Change the norm of long-term hours
In the context of work especially, it can be difficult to assess an individual’s’ true contributions, and managers often resort to looking at hours spent at work as the prime indicator of someone’s worth to the company. Women with family demands that interfere with their time, but who have highly productive work habits will receive the encouragement and rewards they deserve if a company can successfully shift the focus to objective measures of productivity.
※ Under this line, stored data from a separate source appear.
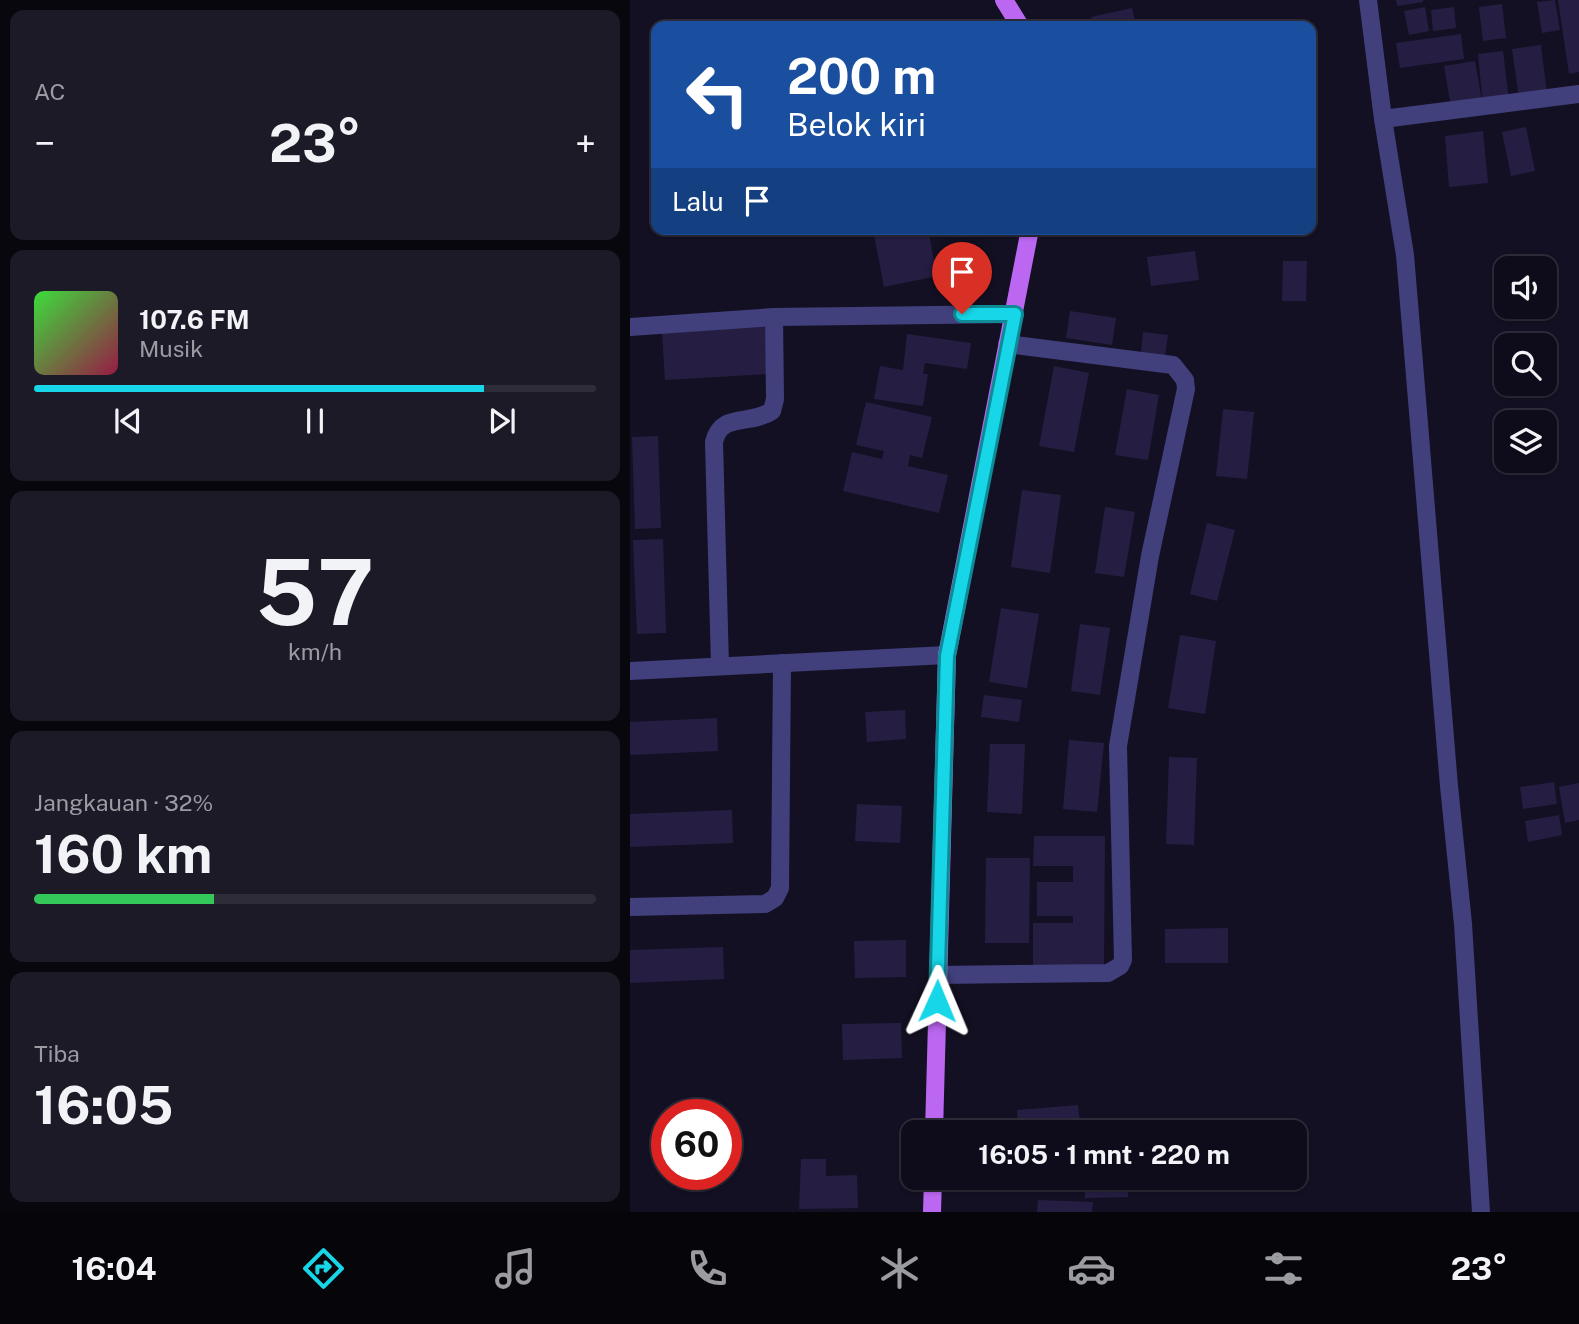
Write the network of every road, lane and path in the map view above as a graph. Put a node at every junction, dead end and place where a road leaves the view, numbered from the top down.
1 (1004, 0) edge
2 (1368, 0) edge
3 (1017, 21) edge
4 (1579, 94) edge
5 (1383, 119) junction
6 (1029, 235) edge
7 (1015, 314) junction
8 (774, 317) junction
9 (630, 327) edge
10 (1007, 344) junction
11 (947, 656) junction
12 (782, 663) junction
13 (720, 666) junction
14 (630, 671) edge
15 (630, 907) edge
16 (937, 975) junction
17 (934, 1120) edge
18 (933, 1190) edge
19 (932, 1212) edge
20 (1481, 1212) edge

1 - 3 main road
2 - 5 street
4 - 5 street
5 - 20 street
6 - 7 main road
7 - 8 street
7 - 10 main road
8 - 9 street
8 - 13 street
10 - 11 main road
10 - 16 street
11 - 12 street
11 - 16 main road
12 - 13 street
12 - 15 street
13 - 14 street
16 - 17 main road
18 - 19 main road

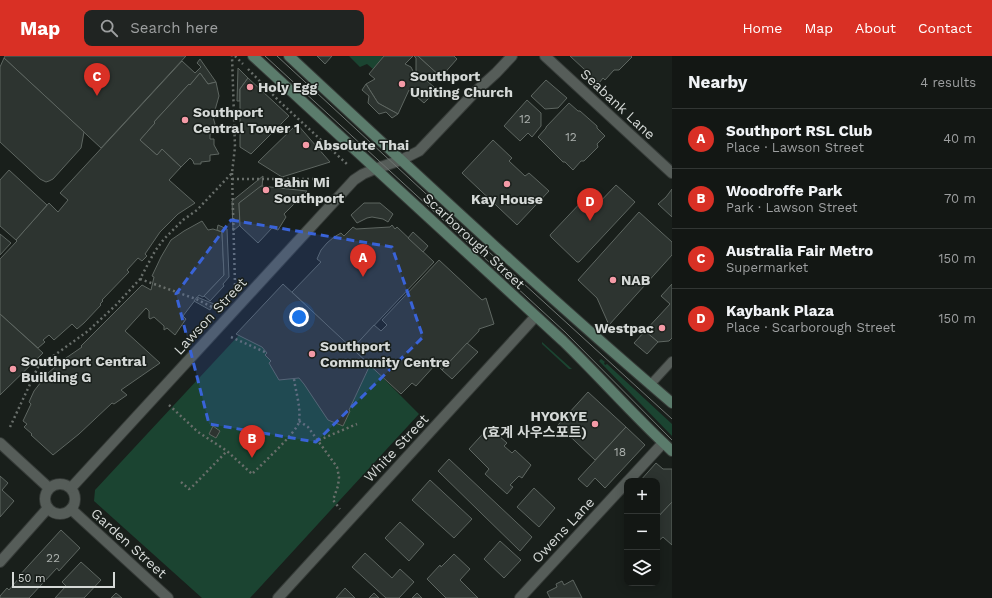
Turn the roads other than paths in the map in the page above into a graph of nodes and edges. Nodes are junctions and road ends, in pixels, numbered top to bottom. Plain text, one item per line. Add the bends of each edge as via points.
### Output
1 (253, 56) edge
2 (289, 56) edge
3 (512, 56) edge
4 (545, 56) edge
5 (401, 160) junction
6 (375, 169) junction
7 (672, 173) edge
8 (536, 317) junction
9 (672, 361) edge
10 (650, 385) junction
11 (672, 403) edge
12 (0, 443) edge
13 (663, 443) junction
14 (672, 451) edge
15 (630, 478) edge
16 (624, 484) edge
17 (49, 488) junction
18 (71, 488) junction
19 (48, 508) junction
20 (71, 509) junction
21 (0, 562) edge
22 (168, 598) edge
23 (278, 598) edge
24 (520, 598) edge

1 - 6 main road, Scarborough Street
2 - 5 main road, Scarborough Street
3 - 5 street, Lawson Street via 474,92 423,148
4 - 7 street, Seabank Lane
5 - 6 street, Lawson Street
5 - 10 main road, Scarborough Street
6 - 8 main road, Scarborough Street
6 - 18 street, Lawson Street via 354,180
8 - 13 main road, Scarborough Street via 587,364
8 - 23 street, White Street
9 - 10 lane
10 - 11 main road, Scarborough Street
12 - 17 street
13 - 14 main road, Scarborough Street
13 - 15 street, Owens Lane
16 - 24 street, Owens Lane
17 - 18 street via 57,484
17 - 19 street via 44,500
18 - 20 street via 75,501
19 - 20 street via 52,512 62,514
19 - 21 street
20 - 22 street, Garden Street

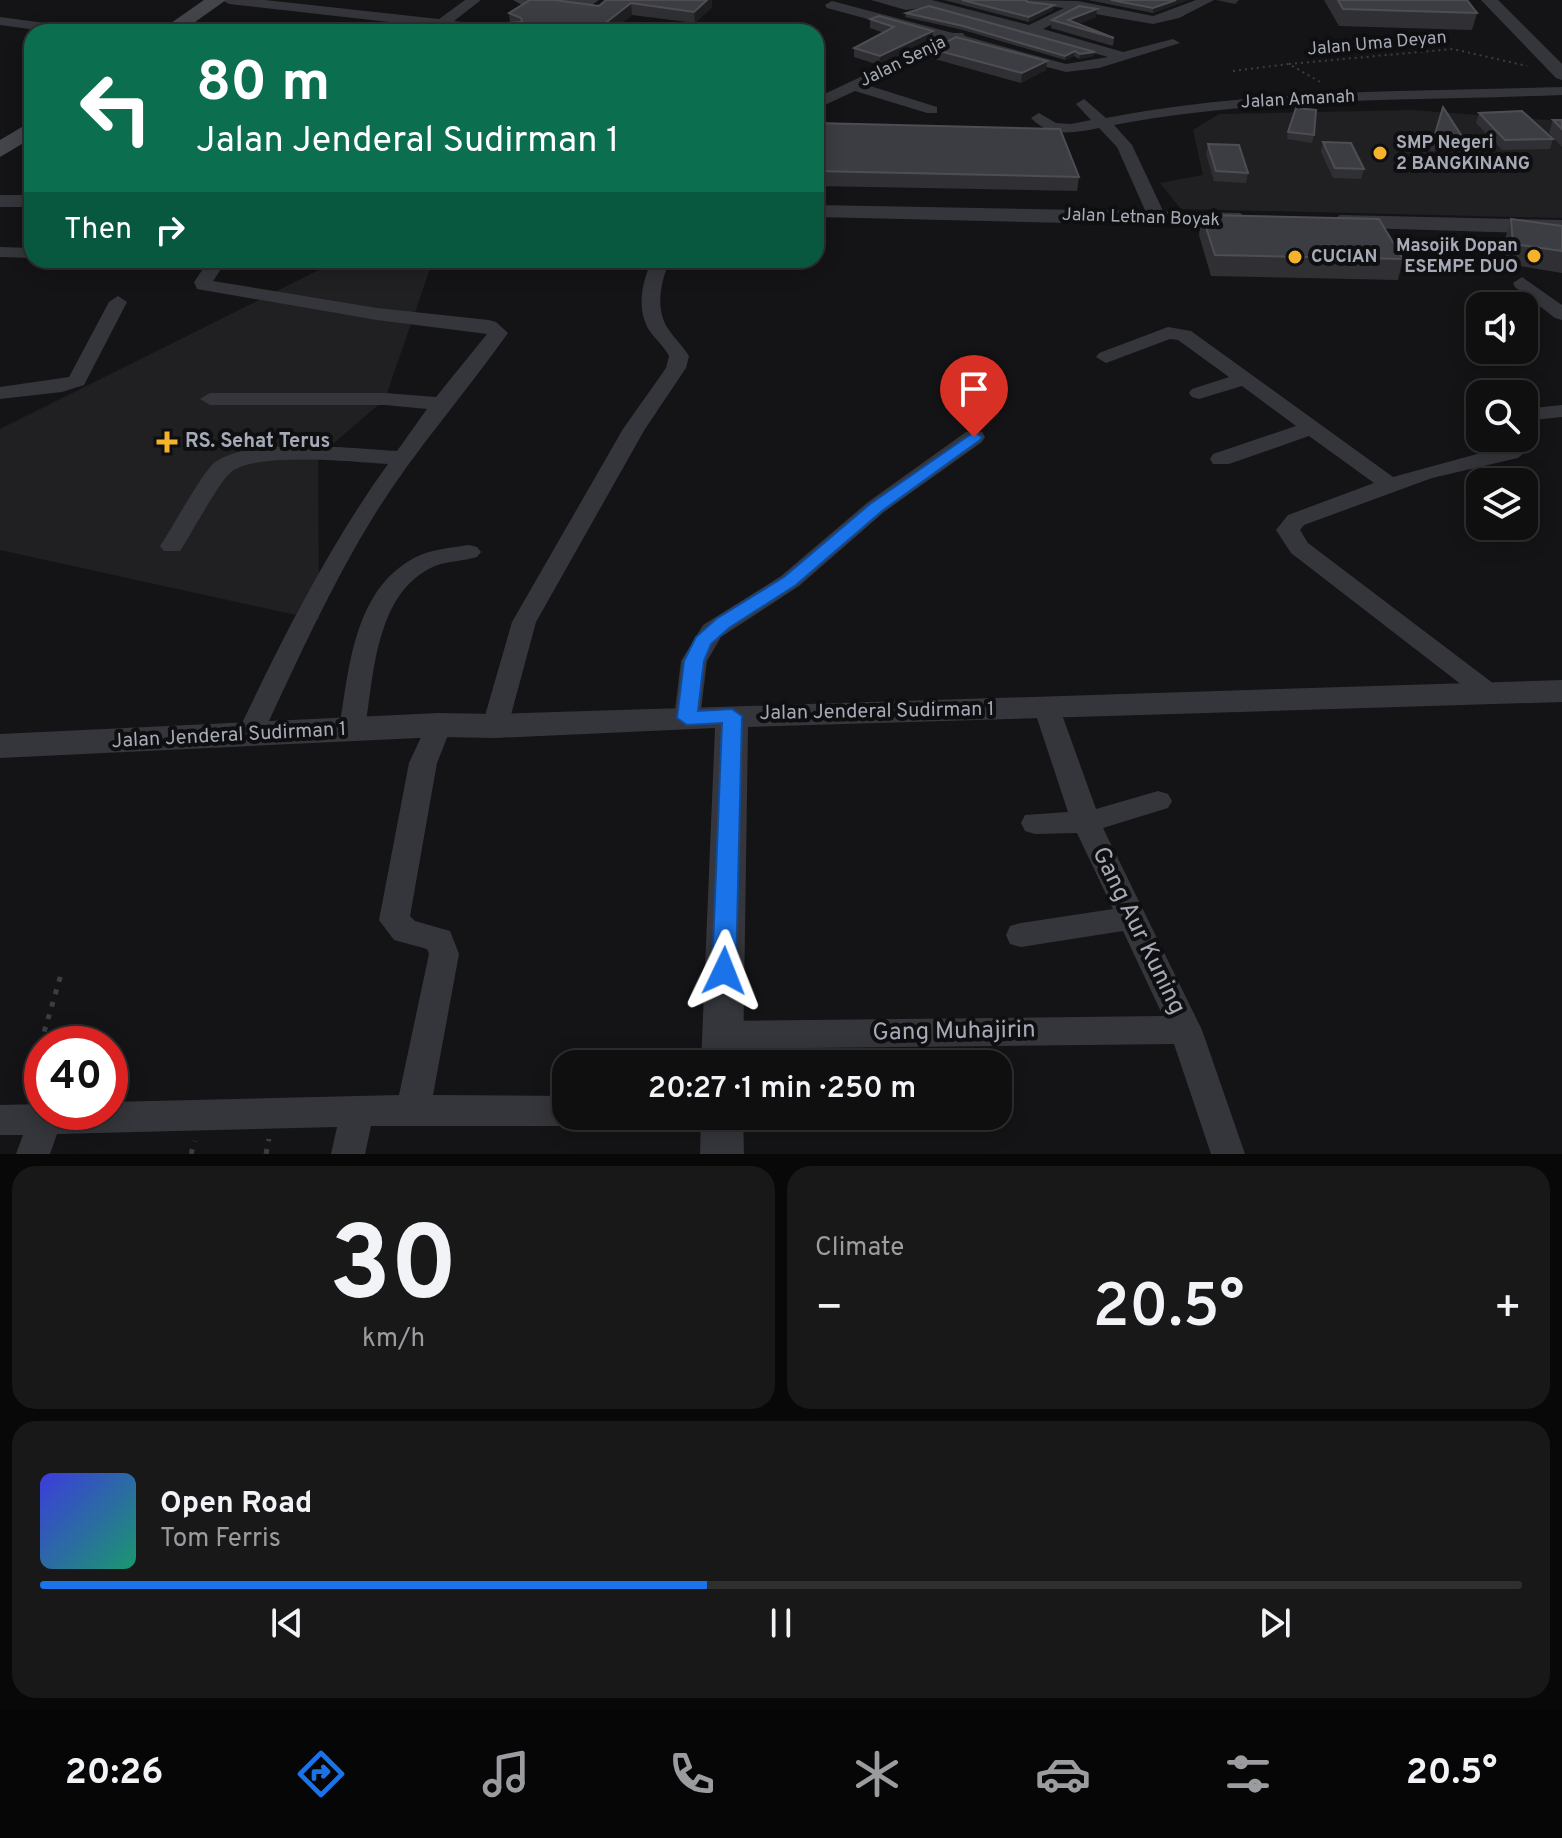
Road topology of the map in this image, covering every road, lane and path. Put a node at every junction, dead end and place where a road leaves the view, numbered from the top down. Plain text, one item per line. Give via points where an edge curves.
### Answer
1 (217, 0) edge
2 (229, 0) edge
3 (474, 0) edge
4 (520, 0) edge
5 (592, 0) edge
6 (878, 0) edge
7 (1029, 0) edge
8 (1183, 0) edge
9 (1489, 0) edge
10 (817, 2) edge
11 (931, 2) edge
12 (1206, 2) edge
13 (836, 3) edge
14 (1080, 3) edge
15 (990, 20) junction
16 (1153, 20) junction
17 (0, 21) edge
18 (443, 23) junction
19 (24, 24) edge
20 (180, 24) edge
21 (451, 24) edge
22 (1030, 30) junction
23 (954, 38) junction
24 (1075, 41) junction
25 (1173, 43) dead end
26 (1120, 56) junction
27 (1289, 64) junction
28 (1233, 71) dead end
29 (1561, 79) edge
30 (824, 85) edge
31 (848, 89) junction
32 (1339, 98) junction
33 (824, 100) edge
34 (1084, 104) dead end
35 (932, 110) dead end
36 (1039, 118) dead end
37 (1105, 123) junction
38 (24, 134) edge
39 (0, 150) edge
40 (0, 201) edge
41 (24, 201) edge
42 (824, 211) edge
43 (1157, 217) junction
44 (1263, 221) edge
45 (1310, 222) edge
46 (1562, 227) edge
47 (0, 252) edge
48 (24, 253) edge
49 (213, 268) edge
50 (657, 268) edge
51 (1522, 283) dead end
52 (118, 302) dead end
53 (1562, 314) edge
54 (1106, 357) dead end
55 (1244, 379) junction
56 (0, 393) edge
57 (1199, 393) dead end
58 (210, 399) dead end
59 (441, 404) junction
60 (1562, 411) edge
61 (1538, 414) edge
62 (1311, 428) junction
63 (974, 437) dead end
64 (1515, 452) edge
65 (404, 458) junction
66 (1221, 459) dead end
67 (1392, 486) junction
68 (172, 546) dead end
69 (469, 552) dead end
70 (1562, 691) edge
71 (1489, 693) junction
72 (1047, 709) junction
73 (732, 716) junction
74 (687, 718) junction
75 (439, 725) junction
76 (495, 726) junction
77 (352, 730) junction
78 (249, 736) junction
79 (0, 746) edge
80 (1158, 801) dead end
81 (1086, 822) junction
82 (1035, 823) dead end
83 (1131, 918) junction
84 (1021, 935) dead end
85 (62, 971) dead end
86 (1186, 1030) junction
87 (722, 1049) edge
88 (413, 1110) junction
89 (357, 1111) junction
90 (552, 1111) edge
91 (21, 1120) edge
92 (722, 1130) edge
93 (33, 1154) edge
94 (348, 1154) edge
95 (722, 1154) edge
96 (1228, 1154) edge

1 - 20 main road
2 - 18 street
3 - 18 street
4 - 5 street via 584,6
6 - 11 street via 906,6
7 - 14 street
8 - 12 street
9 - 29 street
10 - 13 street
11 - 15 street
12 - 16 street
13 - 23 street
14 - 16 street
14 - 22 street
15 - 22 street
15 - 23 street, Jalan Senja
16 - 24 street
17 - 19 street
18 - 21 street
22 - 24 street
23 - 26 street via 1066,68
23 - 31 street, Jalan Senja
24 - 26 street
25 - 26 street
27 - 28 path, Jalan Uma Deyan
27 - 29 path, Jalan Uma Deyan via 1453,49
27 - 32 path
29 - 32 street, Jalan Amanah
30 - 31 street
31 - 33 street, Jalan Senja
31 - 35 street
32 - 37 street, Jalan Amanah via 1203,105
34 - 37 street
36 - 37 street, Jalan Amanah via 1063,129
37 - 43 street via 1131,158
38 - 39 main road
40 - 41 street
42 - 43 street, Jalan Letnan Boyak
43 - 44 street, Jalan Letnan Boyak
45 - 46 street
47 - 48 street
49 - 59 street via 204,285 496,329 493,342
50 - 76 street via 651,310 679,356 676,368 634,429 524,622
51 - 53 street
52 - 56 street via 77,381
54 - 55 street via 1176,333
55 - 57 street
55 - 62 street
58 - 59 street
59 - 65 street
60 - 61 street
62 - 66 street
62 - 67 street
63 - 74 street via 876,507 790,581 712,631 694,661
64 - 67 street
65 - 68 street via 297,455 233,462 222,468
65 - 78 street via 364,514 301,625
67 - 71 street via 1296,520 1288,530 1291,538
69 - 77 street via 420,564 388,592 372,624
70 - 71 street, Jalan Jenderal Sudirman 1
71 - 72 street, Jalan Jenderal Sudirman 1
72 - 73 street, Jalan Jenderal Sudirman 1
72 - 81 street, Gang Aur Kuning
73 - 74 street, Jalan Jenderal Sudirman 1
73 - 87 street
74 - 76 street, Jalan Jenderal Sudirman 1
75 - 76 street, Jalan Jenderal Sudirman 1
75 - 77 street, Jalan Jenderal Sudirman 1
75 - 88 street via 423,763 394,920 405,931 439,940 444,954
77 - 78 street, Jalan Jenderal Sudirman 1
78 - 79 street, Jalan Jenderal Sudirman 1
80 - 81 street
81 - 82 street
81 - 83 street, Gang Aur Kuning
83 - 84 street
83 - 86 street, Gang Aur Kuning
85 - 91 path
86 - 87 street, Gang Muhajirin
86 - 96 street, Gang Aur Kuning
88 - 89 street
88 - 90 street
89 - 91 street
89 - 94 street
91 - 93 street
92 - 95 street

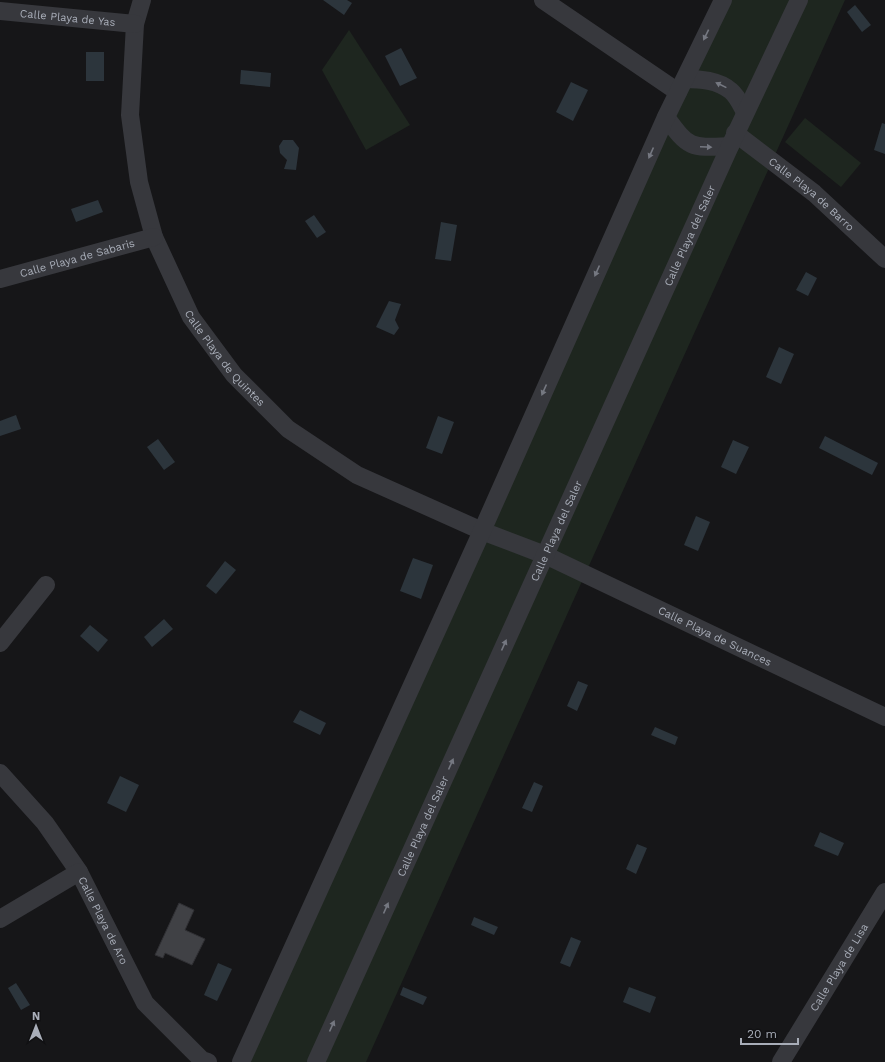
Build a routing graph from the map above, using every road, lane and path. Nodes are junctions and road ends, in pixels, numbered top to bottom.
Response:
1 (142, 0) edge
2 (542, 0) edge
3 (723, 0) edge
4 (799, 0) edge
5 (0, 11) edge
6 (135, 24) junction
7 (681, 86) junction
8 (745, 112) junction
9 (666, 117) junction
10 (732, 140) junction
11 (154, 238) junction
12 (885, 259) edge
13 (0, 279) edge
14 (482, 530) junction
15 (545, 555) junction
16 (46, 585) dead end
17 (0, 643) edge
18 (885, 717) edge
19 (0, 773) edge
20 (79, 872) junction
21 (885, 892) edge
22 (0, 920) edge
23 (208, 1062) edge
24 (241, 1062) edge
25 (316, 1062) edge
26 (780, 1062) edge

1 - 6 street, Calle Playa de Quintes
2 - 7 street
3 -> 7 street
4 - 8 street, Calle Playa del Saler
5 - 6 street, Calle Playa de Yas
6 - 11 street, Calle Playa de Quintes
8 -> 7 street
7 - 9 street
8 - 10 street, Calle Playa del Saler
9 -> 10 street
9 -> 14 street
10 - 12 street, Calle Playa de Barro
10 - 15 street, Calle Playa del Saler
11 - 13 street, Calle Playa de Sabaris
11 - 14 street, Calle Playa de Quintes
14 - 15 street, Calle Playa de Quintes
14 - 24 street
15 - 18 street, Calle Playa de Suances
25 -> 15 street, Calle Playa del Saler
16 - 17 street
19 - 20 street, Calle Playa de Aro
20 - 22 street
20 - 23 street, Calle Playa de Aro
21 - 26 street, Calle Playa de Lisa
Avoid Tokenism: Increase the number of women in executive positions
To head off the difficulties that often come with having just one or two women in executive positions within a company, it’s important to ensure a critical mass of women in these positions to avoid tokenism. Pigeonholing women into narrow stereotypical roles limits their options and makes it difficult for them to ascend to positions of responsibility. When women are not a small minority, their identities as women become less a factor, and colleagues are more likely to react to them in terms of their individual competencies.
Shore Up Social Capital
The pull of family responsibilities is one of the primary reasons for women’s underinvestment in networking. Social activity is usually the first thing to go when time is scarce. Companies can help women appreciate the importance of networking, and the benefits that come from strong and supportive mentoring relationships and powerful network connections. When a well-placed individual in a leadership role (often a man) takes an interest in a woman’s career, she is able to build social capital far more efficiently.
Establish family-friendly HR practices
Flextime, telecommuting, job sharing, dependent child care options, employee-sponsored on-site child care, and elder care provisions are some of the ways organizations can enable women to stay in their jobs during the most demanding years of child rearing. This support also allows them to build social capital, keep up to date in their particular fields, and eventually compete for higher positions. A study of 72 large U. S. firms showed that family-friendly HR practices in place in 2004 increased the proportion of women in senior management over the next five years.
Encourage male participation in family-friendly benefits
Any effort toward greater family friendliness by an organization needs to actively include male participation in order to avoid inadvertently making it more difficult for women to gain access to managerial roles. Dangers lurk in benefits that are used only by women. Exercising options such as generous parental leave and part-time work slows down women’s careers. Having more women than men use these benefits can harm the careers of women in general due to the expectation that they are more likely to exercise them. Family-friendly policies should actively recruit male participation to avoid inadvertently making it more difficult for women to gain access to essential management positions.
The above is a wide-ranging set of interventions, and there are many more not listed here to consider. Despite such a tall order, organizations will succeed in filling half their top management positions with talented, qualified women by attacking all the reasons they are absent today. Glass ceiling-inspired programs can do only so much if the leakage of talented women is happening on every lower floor of the building. Each of these interventions has been shown to make a difference, and collectively, they can make ALL the difference.